_Exercise description_
Please return every line in the entries below with the word "BROAD" in it.

***** Supplied data

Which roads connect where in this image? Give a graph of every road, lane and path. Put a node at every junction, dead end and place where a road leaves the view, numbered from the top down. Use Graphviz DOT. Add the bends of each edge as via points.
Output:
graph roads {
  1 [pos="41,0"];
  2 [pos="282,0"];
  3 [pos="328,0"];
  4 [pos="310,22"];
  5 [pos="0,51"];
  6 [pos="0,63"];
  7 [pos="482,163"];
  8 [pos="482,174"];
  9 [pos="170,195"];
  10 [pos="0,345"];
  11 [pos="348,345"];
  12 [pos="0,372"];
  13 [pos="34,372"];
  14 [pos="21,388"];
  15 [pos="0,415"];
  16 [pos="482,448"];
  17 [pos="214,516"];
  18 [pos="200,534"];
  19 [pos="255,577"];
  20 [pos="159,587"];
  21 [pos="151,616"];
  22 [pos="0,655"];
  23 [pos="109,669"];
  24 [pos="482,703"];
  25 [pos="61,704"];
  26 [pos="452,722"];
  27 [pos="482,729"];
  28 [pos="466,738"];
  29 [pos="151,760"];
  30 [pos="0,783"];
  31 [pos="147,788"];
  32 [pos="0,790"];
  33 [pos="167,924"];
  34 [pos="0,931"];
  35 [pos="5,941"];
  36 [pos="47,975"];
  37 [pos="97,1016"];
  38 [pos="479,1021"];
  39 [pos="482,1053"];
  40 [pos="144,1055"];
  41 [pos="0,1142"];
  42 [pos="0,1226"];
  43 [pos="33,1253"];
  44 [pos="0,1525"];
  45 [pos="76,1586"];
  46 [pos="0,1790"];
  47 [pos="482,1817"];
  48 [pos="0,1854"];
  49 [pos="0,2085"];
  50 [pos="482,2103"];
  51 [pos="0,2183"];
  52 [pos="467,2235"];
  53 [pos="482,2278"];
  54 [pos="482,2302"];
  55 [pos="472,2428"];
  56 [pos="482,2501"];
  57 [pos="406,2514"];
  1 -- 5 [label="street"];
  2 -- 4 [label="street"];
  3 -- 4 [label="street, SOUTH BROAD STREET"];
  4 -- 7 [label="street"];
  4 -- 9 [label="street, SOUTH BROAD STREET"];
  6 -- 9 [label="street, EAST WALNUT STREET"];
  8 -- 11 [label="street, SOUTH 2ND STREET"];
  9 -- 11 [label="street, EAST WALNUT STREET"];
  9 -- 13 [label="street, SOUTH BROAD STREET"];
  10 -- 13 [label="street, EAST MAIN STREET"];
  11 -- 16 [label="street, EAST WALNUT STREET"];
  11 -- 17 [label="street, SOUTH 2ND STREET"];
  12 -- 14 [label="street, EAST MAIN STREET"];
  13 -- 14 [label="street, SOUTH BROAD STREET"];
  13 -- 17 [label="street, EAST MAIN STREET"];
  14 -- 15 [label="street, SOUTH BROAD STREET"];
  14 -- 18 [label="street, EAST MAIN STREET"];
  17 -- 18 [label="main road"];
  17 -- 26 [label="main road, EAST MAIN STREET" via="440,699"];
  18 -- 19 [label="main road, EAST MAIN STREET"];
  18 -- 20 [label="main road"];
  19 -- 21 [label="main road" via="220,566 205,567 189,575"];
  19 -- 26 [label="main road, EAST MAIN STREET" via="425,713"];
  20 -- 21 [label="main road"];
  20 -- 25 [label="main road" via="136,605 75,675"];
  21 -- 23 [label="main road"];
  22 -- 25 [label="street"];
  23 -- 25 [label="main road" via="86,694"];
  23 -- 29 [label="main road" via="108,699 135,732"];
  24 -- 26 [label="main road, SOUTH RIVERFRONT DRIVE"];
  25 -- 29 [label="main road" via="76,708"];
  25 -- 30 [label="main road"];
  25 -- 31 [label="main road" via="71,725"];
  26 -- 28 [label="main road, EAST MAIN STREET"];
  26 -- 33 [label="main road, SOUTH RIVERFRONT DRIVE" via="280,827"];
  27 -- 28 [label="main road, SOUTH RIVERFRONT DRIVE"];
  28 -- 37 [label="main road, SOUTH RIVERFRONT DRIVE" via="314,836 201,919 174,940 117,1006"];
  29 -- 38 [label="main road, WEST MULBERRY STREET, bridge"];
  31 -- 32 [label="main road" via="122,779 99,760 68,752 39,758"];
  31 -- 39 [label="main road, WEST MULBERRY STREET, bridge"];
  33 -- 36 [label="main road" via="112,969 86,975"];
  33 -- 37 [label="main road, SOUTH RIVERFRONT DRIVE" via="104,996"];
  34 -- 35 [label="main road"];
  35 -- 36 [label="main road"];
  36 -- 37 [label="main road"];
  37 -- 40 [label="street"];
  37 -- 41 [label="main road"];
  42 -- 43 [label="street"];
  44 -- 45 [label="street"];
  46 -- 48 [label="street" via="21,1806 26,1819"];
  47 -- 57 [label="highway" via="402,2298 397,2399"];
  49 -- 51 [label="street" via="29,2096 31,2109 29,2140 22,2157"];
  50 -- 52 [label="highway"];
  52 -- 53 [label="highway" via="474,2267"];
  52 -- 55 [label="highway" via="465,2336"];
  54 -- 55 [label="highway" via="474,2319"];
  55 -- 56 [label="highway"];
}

**********

_Expected answer_
  3 -- 4 [label="street, SOUTH BROAD STREET"];
  4 -- 9 [label="street, SOUTH BROAD STREET"];
  9 -- 13 [label="street, SOUTH BROAD STREET"];
  13 -- 14 [label="street, SOUTH BROAD STREET"];
  14 -- 15 [label="street, SOUTH BROAD STREET"];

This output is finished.